La procédure a été très classique, bien que le gouvernement ait dû prendre la main pour intégrer et dépasser les débats occasionnés par diverses propositions de lois précédentes émanant des parlementaires[2]. Le point remarquable demeure l’extrême rapidité de l’intervention, puisque la date du Congrès à Versailles était connue avant le dernier votre nécessaire du Sénat. Le gouvernement comptait d’abord ses soutiens (le Président du Sénat, G. Larcher, ayant d’ailleurs fait part de ses réserves), avant qu’un mouvement plus large d’adhésion ne se dessine. Le texte avait été voté sans modification par les députés le 30 janvier 2024 par 493 voix contre 30, puis par les sénateurs le 28 février 2024 par 267 voix contre 50 et 22 abstentions. Le 4 mars 2024, le Congrès, a très largement approuvé le projet de loi par 780 voix contre 72 et 50 abstentions.
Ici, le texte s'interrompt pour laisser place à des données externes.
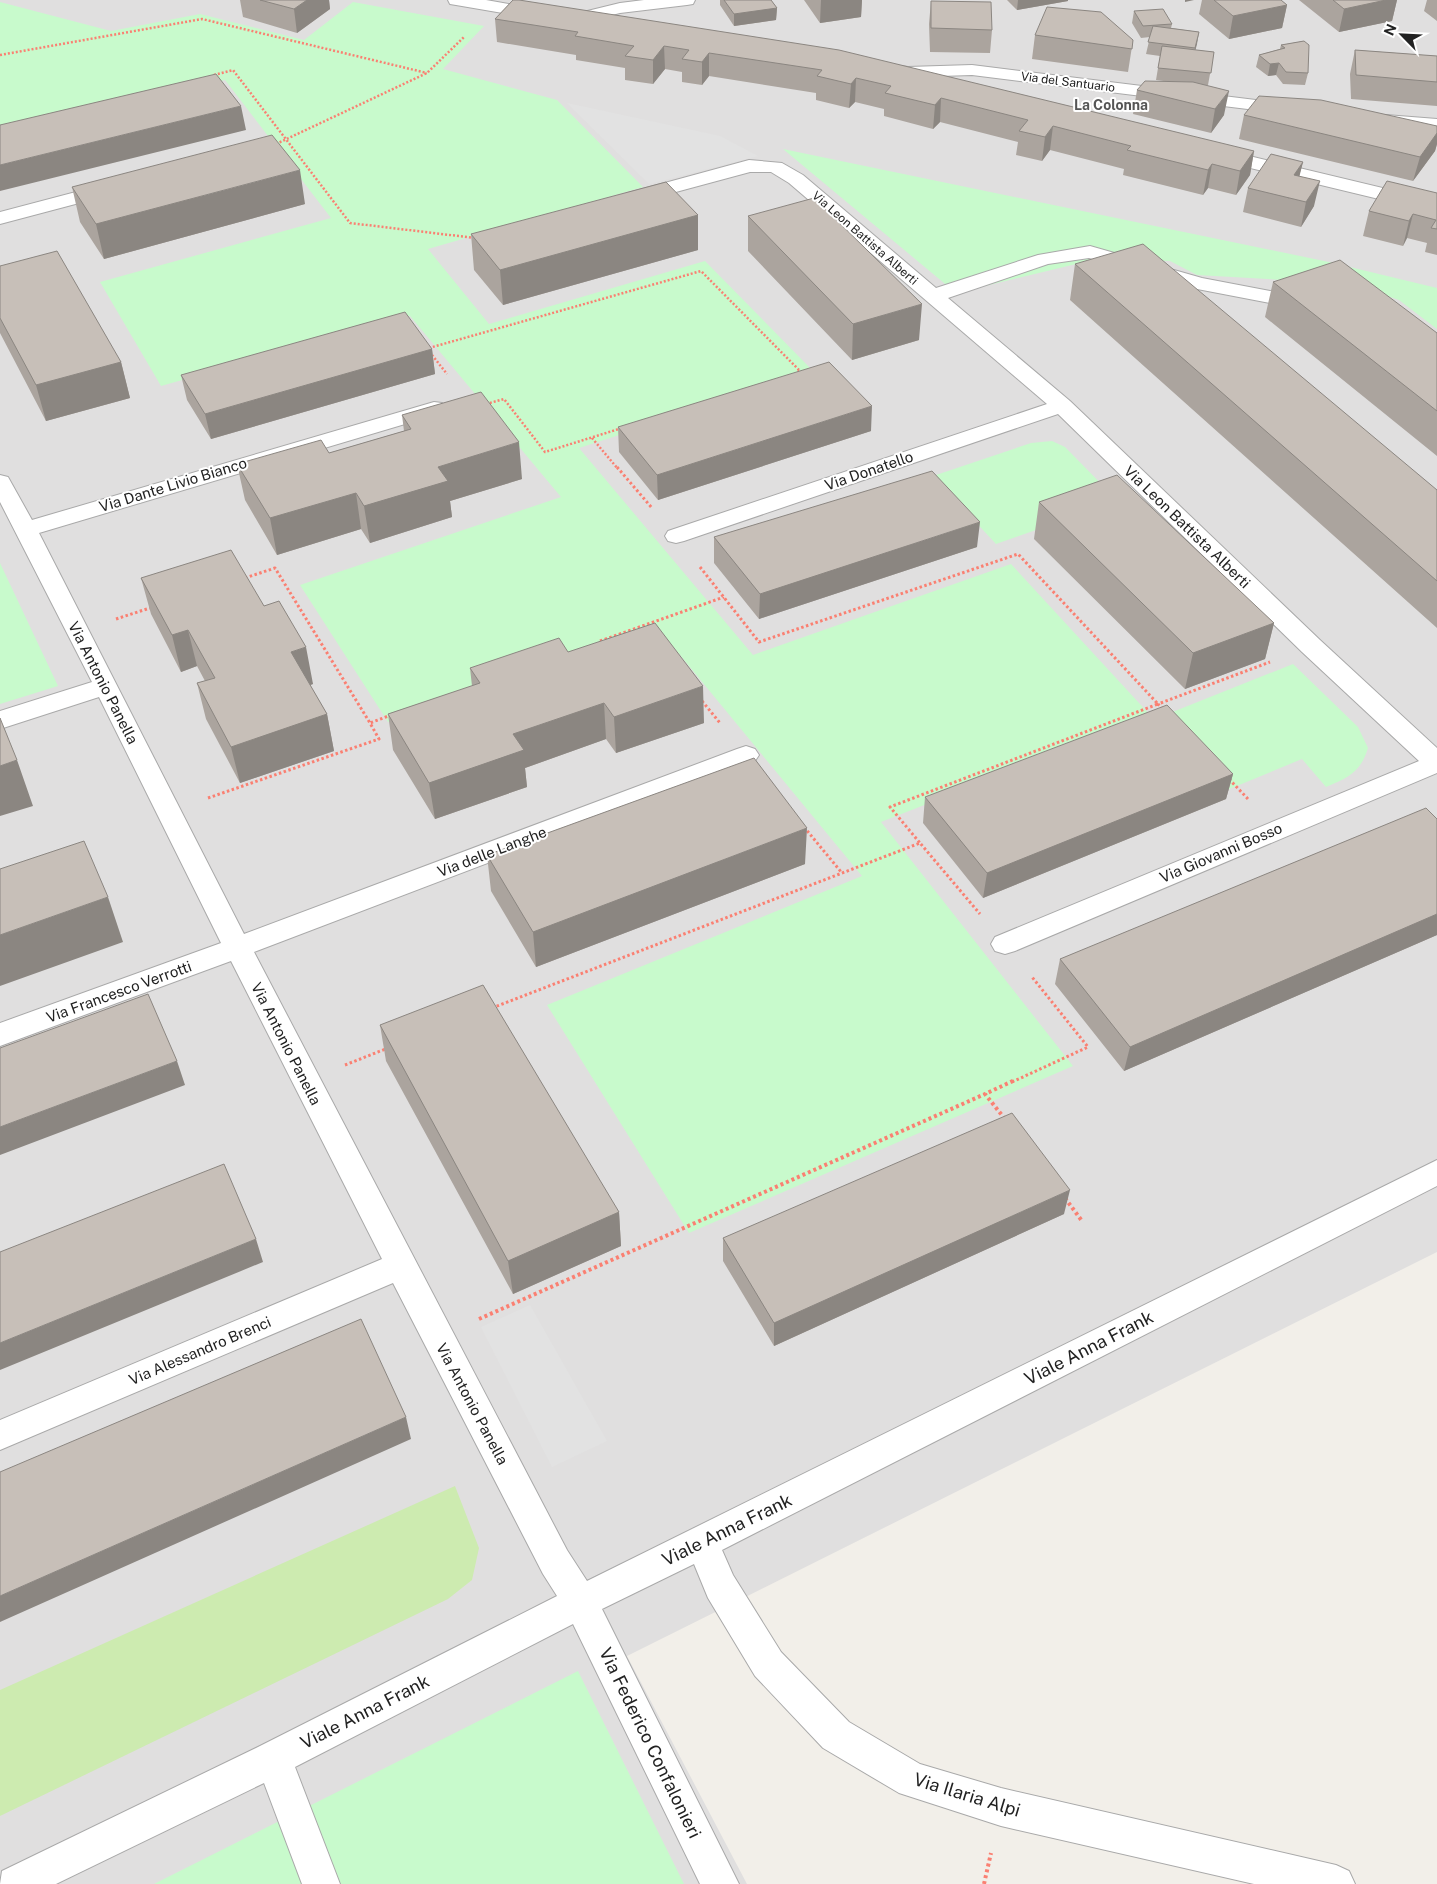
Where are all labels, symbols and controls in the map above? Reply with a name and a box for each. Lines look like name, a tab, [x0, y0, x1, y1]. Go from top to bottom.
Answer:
north arrow	[1377, 10, 1427, 60]
text: N	[1381, 21, 1400, 38]
street label: Via del Santuario	[1020, 69, 1116, 95]
district label: La Colonna	[1074, 97, 1148, 113]
street label: Via Leon Battista Alberti	[809, 188, 921, 288]
street label: Via Donatello	[822, 447, 915, 494]
street label: Via Dante Livio Bianco	[97, 454, 249, 515]
street label: Via Leon Battista Alberti	[1121, 462, 1254, 591]
street label: Via Antonio Panella	[65, 619, 142, 747]
street label: Via Giovanni Bosso	[1157, 819, 1285, 886]
street label: Via delle Langhe	[435, 823, 549, 880]
street label: Via Francesco Verrotti	[44, 957, 194, 1026]
street label: Via Antonio Panella	[248, 980, 325, 1108]
street label: Viale Anna Frank	[1021, 1306, 1157, 1389]
street label: Via Alessandro Brenci	[126, 1313, 273, 1388]
street label: Via Antonio Panella	[433, 1340, 512, 1467]
street label: Viale Anna Frank	[659, 1489, 795, 1570]
street label: Via Federico Confalonieri	[595, 1644, 706, 1842]
street label: Viale Anna Frank	[297, 1670, 433, 1753]
street label: Via Ilaria Alpi	[911, 1768, 1023, 1821]

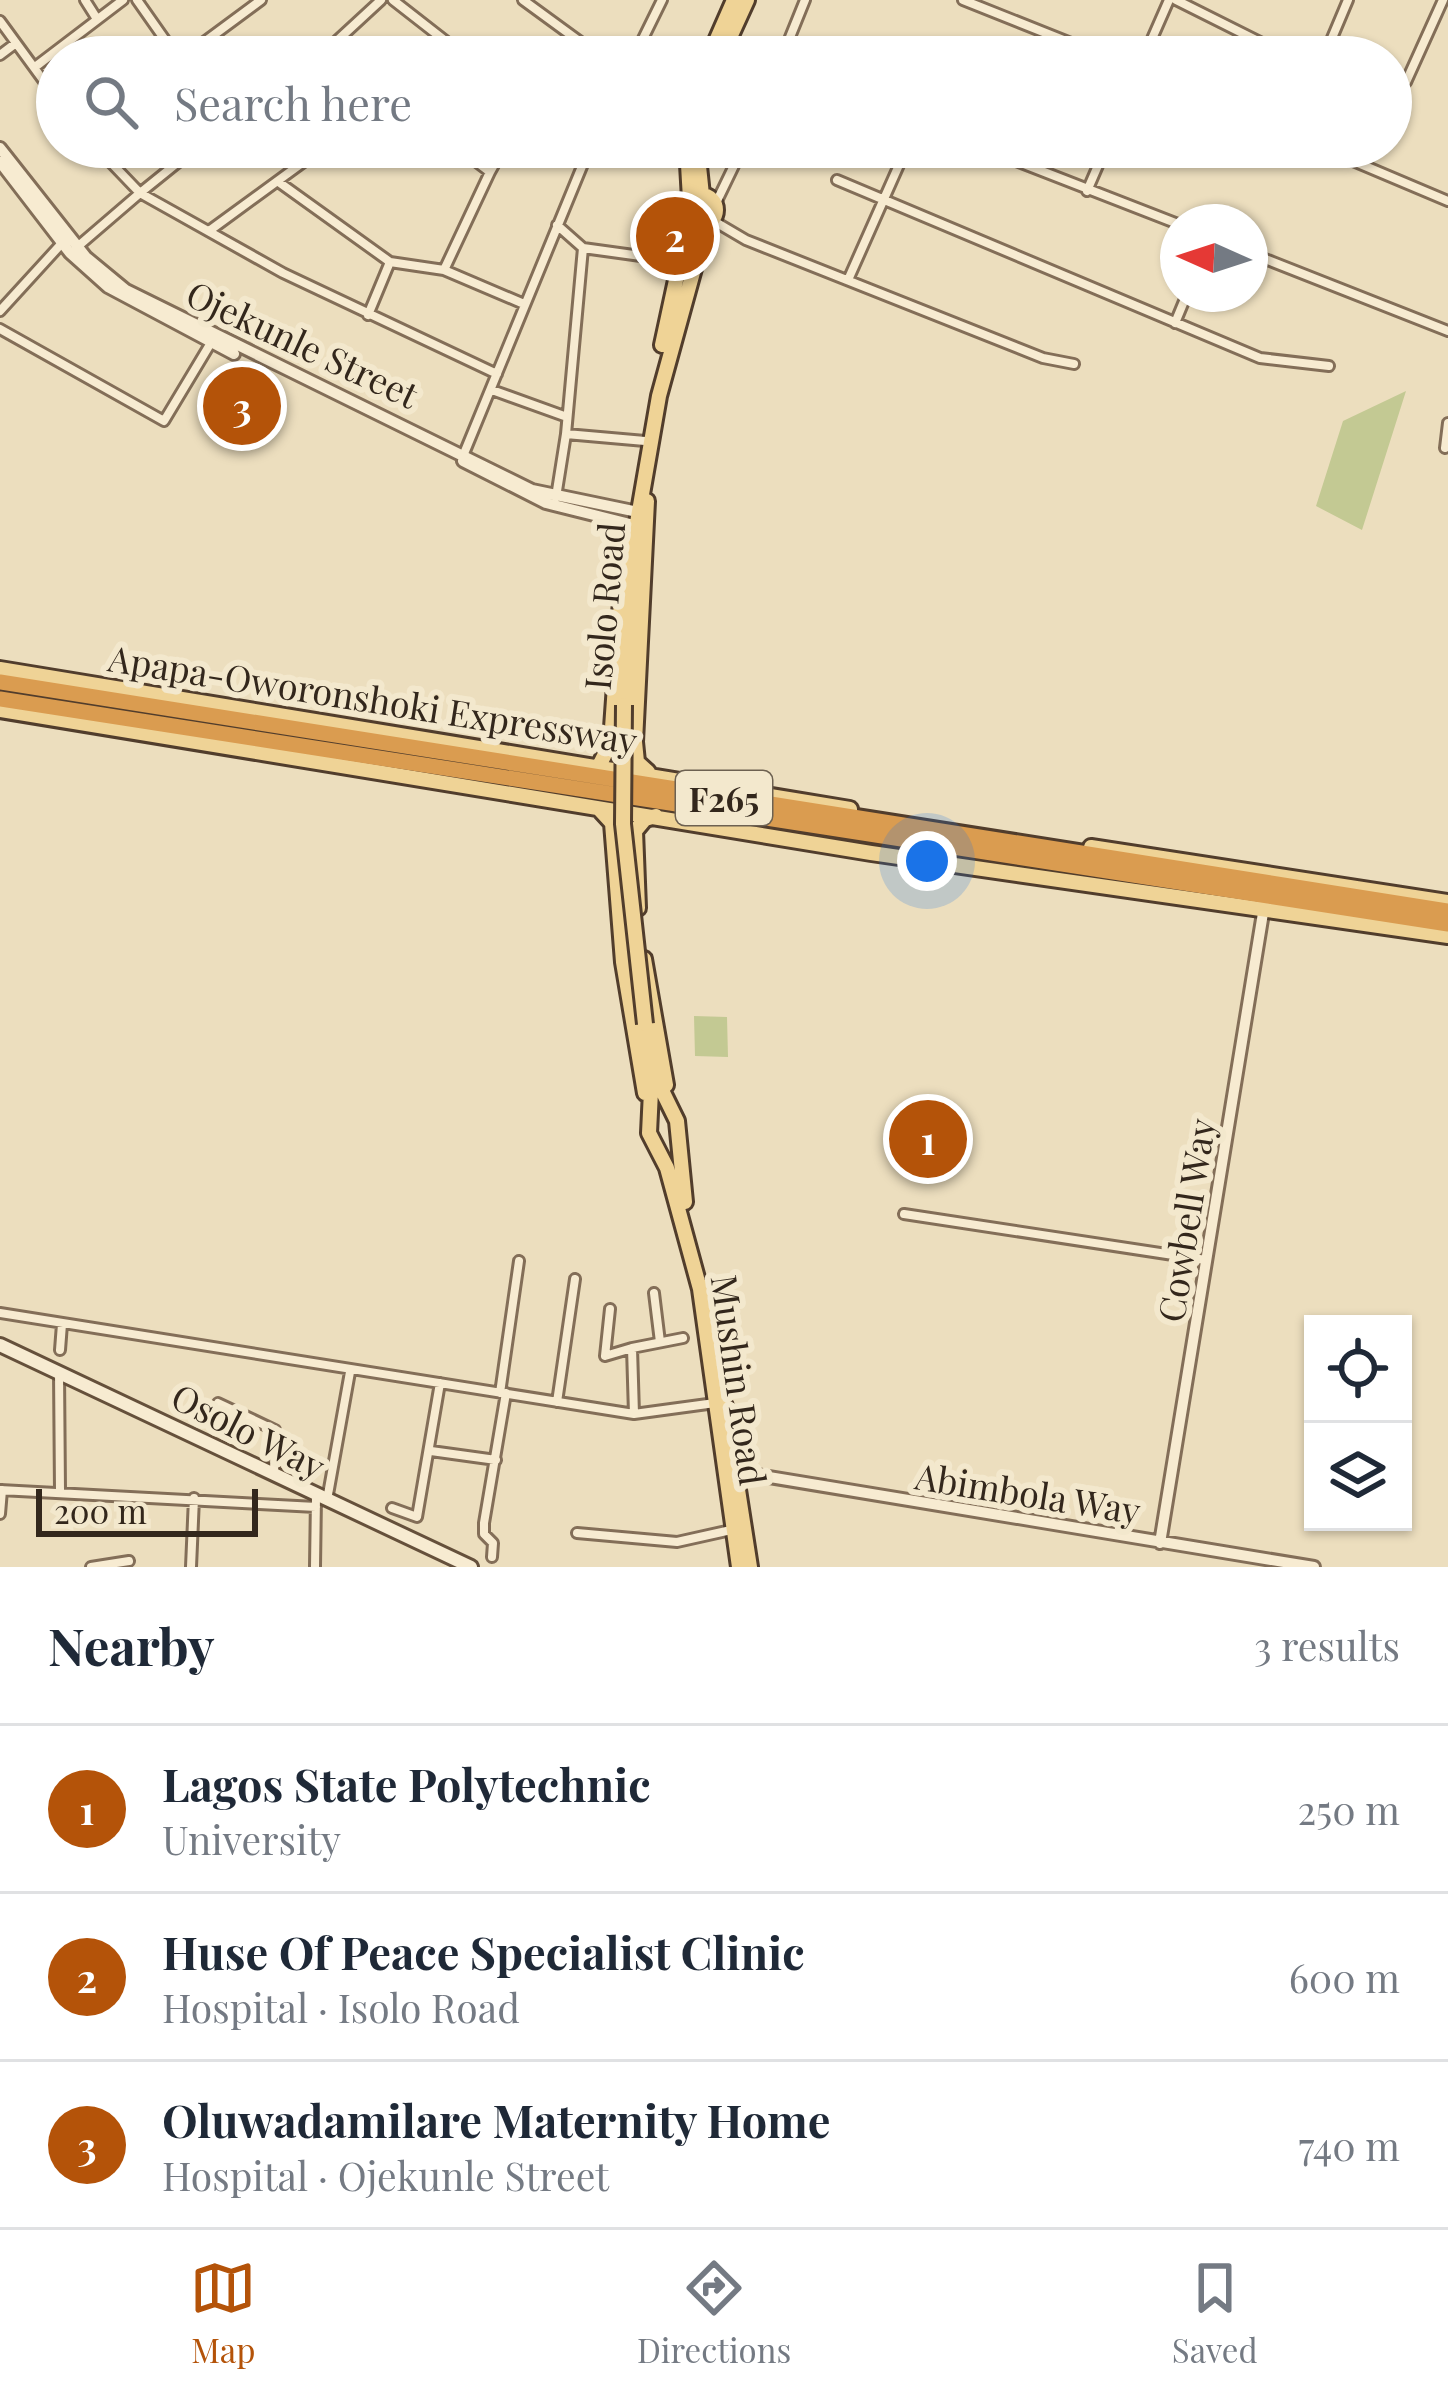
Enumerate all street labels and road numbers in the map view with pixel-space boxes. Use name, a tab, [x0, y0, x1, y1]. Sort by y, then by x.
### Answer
street label: Ojekunle Street	[179, 268, 428, 418]
street label: Isolo Road	[572, 520, 634, 692]
street label: Apapa-Oworonshoki Expressway	[104, 632, 641, 764]
road number: F265	[676, 771, 772, 825]
street label: Cowbell Way	[1145, 1115, 1225, 1325]
street label: Mushin Road	[701, 1272, 779, 1488]
street label: Osolo Way	[164, 1371, 334, 1489]
street label: Abimbola Way	[911, 1450, 1144, 1533]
On a vu ensuite une curieuse « cérémonie » pour sceller le nouveau texte, le 8 mars 2024, journée des droits des femmes. Pour la première fois, elle a eu lieu en extérieur, sur la place Vendôme, devant le ministère de la justice, et en public. D’un côté, le décorum qui entoure l’apposition des sceaux sur le document, en présence du Président de la République, de l’autre des chanteurs de variété entonnant des chansons célébrant la joie de pouvoir avorter. On retiendra l’interprétation revisitée de La Marseillaise par Catherine Ringer qui a remplacé le « sang impur » (qui « abreuve nos sillons ») par « une loi pure dans la Constitution ».
Cependant, toute réflexion de cette nature soulève un nombre impressionnant de questions générales préalables, qui ne font pas consensus, autant parmi les personnels politiques, juridictionnels ou académiques. En voici quelques-unes.
Et d’abord, une question préalable : une constitutionnalisation qui semble réagir à une décision américaine, appelant à une forme de transposition des cadres outre-Atlantique, peut-elle réellement avoir le même sens pour la France ? S’agissant, évidemment, d’une forme d’opportunisme politique, ce point a été discuté par la doctrine. Certains dénonçant une forme de « constitutionnalisation par réaction », laquelle ne conviendrait pas à un acte aussi solennel et banaliserait une procédure qui doit (du point de vue de la « morale constitutionnelle » demeurer exceptionnelle). D’autres, ont insisté sur l’absurdité de comparer la situation française avec le système américain que tout oppose, tant politiquement, socialement que juridiquement[3]. Quoi de commun entre fédéralisme et Etat unitaire, Cour suprême et Conseil constitutionnel, présidentialisme et système parlementaire rationalisé, amendements du bill of Rights et article 34 français ? Presque rien.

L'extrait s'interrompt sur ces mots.